Freedom4um

Status: Not Logged In; Sign In

Activism
See other Activism Articles

Title: Rand Paul, Unions, Badly Mistaken
Source: [None]
URL Source: [None]
Published: Jun 20, 2013
Author: Cynicom
Post Date: 2013-06-20 17:38:23 by Lod
Keywords: None
Views: 467
Comments: 25

On internet, Rand runs a forum that is virulent anti BIG LABOR...They are the cause of all of our problems in this country. Big labor is to blame for the endless wars, the huge national debt and the yearly budget deficit.

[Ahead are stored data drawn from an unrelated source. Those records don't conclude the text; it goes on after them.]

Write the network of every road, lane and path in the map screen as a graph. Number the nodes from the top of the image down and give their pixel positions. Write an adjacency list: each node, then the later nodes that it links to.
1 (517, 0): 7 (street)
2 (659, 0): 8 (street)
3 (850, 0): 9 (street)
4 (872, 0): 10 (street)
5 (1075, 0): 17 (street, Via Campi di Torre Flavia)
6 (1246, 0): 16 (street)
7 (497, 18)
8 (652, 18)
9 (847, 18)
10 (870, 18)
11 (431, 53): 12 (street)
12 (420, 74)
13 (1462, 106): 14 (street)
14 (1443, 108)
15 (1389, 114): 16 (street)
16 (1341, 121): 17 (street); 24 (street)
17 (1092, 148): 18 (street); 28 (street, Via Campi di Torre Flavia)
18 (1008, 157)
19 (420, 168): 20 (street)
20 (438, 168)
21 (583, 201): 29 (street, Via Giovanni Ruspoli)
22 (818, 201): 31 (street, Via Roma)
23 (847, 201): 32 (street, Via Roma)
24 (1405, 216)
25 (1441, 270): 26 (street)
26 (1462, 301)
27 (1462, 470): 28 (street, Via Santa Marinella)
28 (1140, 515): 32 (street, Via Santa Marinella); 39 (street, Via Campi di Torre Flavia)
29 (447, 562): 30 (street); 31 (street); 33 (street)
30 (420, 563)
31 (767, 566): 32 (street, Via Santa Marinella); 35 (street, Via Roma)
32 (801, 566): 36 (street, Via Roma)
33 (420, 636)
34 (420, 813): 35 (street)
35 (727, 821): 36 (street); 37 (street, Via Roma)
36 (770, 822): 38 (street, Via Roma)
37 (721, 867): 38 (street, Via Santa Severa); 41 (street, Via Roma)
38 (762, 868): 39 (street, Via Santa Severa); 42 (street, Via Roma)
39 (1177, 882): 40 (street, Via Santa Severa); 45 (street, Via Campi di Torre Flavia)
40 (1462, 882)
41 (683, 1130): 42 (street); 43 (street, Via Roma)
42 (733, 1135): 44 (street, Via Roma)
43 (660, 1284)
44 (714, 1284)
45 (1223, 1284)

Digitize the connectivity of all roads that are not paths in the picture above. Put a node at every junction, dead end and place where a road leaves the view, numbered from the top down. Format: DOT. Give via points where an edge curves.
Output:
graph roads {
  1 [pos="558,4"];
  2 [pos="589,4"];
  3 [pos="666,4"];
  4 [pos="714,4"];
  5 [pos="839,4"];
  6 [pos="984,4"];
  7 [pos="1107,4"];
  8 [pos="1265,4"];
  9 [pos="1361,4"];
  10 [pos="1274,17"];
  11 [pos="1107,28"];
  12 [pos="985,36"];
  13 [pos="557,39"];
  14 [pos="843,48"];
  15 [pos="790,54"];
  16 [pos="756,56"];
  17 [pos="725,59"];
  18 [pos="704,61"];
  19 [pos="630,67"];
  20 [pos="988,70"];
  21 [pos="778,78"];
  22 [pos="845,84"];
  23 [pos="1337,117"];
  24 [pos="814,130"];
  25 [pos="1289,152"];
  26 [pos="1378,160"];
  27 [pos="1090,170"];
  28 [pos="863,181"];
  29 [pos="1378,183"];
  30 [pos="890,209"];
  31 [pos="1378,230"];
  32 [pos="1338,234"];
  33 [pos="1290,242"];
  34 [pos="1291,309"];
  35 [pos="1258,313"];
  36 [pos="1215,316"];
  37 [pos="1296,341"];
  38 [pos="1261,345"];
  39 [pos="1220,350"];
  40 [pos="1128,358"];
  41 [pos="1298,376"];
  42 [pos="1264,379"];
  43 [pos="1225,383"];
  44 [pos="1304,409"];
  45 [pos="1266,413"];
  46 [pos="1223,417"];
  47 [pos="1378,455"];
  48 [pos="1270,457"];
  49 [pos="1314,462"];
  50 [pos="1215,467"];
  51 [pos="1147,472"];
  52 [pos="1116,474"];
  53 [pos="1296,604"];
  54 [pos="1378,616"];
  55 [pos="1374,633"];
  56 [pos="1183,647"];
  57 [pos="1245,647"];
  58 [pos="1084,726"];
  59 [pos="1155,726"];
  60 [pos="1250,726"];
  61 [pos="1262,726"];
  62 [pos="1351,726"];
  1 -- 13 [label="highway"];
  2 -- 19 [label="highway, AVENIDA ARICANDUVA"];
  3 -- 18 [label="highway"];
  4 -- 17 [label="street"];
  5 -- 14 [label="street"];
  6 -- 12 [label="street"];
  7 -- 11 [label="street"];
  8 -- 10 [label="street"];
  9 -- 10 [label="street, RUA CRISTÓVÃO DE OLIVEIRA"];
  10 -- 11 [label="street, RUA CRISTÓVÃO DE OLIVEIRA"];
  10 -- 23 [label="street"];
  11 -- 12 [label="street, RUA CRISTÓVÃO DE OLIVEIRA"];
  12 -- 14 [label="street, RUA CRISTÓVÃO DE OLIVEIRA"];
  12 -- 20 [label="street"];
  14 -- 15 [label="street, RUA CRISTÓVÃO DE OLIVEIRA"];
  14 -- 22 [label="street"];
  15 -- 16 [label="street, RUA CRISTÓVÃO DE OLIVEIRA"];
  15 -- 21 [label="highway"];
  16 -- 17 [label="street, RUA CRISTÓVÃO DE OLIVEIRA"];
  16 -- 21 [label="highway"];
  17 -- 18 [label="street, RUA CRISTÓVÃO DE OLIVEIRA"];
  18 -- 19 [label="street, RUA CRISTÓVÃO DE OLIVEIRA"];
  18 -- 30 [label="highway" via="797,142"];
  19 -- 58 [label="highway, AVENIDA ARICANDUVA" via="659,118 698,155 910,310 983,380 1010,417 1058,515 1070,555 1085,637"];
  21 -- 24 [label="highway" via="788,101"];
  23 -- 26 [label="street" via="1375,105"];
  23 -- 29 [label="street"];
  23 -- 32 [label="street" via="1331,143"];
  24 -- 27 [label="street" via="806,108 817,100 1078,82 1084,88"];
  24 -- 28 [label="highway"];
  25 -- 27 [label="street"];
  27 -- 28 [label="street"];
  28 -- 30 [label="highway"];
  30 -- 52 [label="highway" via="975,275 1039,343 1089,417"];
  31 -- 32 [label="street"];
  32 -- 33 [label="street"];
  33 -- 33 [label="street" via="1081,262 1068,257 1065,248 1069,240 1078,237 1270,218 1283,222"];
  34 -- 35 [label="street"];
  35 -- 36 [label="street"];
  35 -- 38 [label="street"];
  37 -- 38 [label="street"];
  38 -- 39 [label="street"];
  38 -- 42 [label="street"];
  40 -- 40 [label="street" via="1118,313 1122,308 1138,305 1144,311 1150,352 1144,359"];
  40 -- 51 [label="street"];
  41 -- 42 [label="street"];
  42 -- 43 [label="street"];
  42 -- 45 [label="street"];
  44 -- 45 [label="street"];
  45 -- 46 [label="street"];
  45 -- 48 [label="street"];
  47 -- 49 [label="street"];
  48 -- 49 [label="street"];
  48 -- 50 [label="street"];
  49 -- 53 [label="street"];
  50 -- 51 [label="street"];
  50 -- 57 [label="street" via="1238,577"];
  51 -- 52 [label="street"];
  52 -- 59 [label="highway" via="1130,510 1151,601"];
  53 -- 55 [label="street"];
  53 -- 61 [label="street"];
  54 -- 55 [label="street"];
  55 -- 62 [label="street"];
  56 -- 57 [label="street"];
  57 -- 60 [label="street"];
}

In his diatribe he neglects to mention that unions now represent less than ten per cent of American workers. Further, passes over the fact that most of the vile BIG LABOR UNIONS have nothing to do with LABOR.

Unions are now mostly government workers of all stripes and professional associations, such as teachers, college professors etc etc.

In my days as a child Lod, men were shot and killed because they wanted fair pay for their sweat and strong backs. Nobody was arrested, no one went to jail. The day unions are outlawed will be the day we all accept the yoke and chains. One has only to read about what happened in Russia a hundred years ago.

We all despise unions, but it is not for me or the government to deny a LABORING MAN TO HAVE A VOICE.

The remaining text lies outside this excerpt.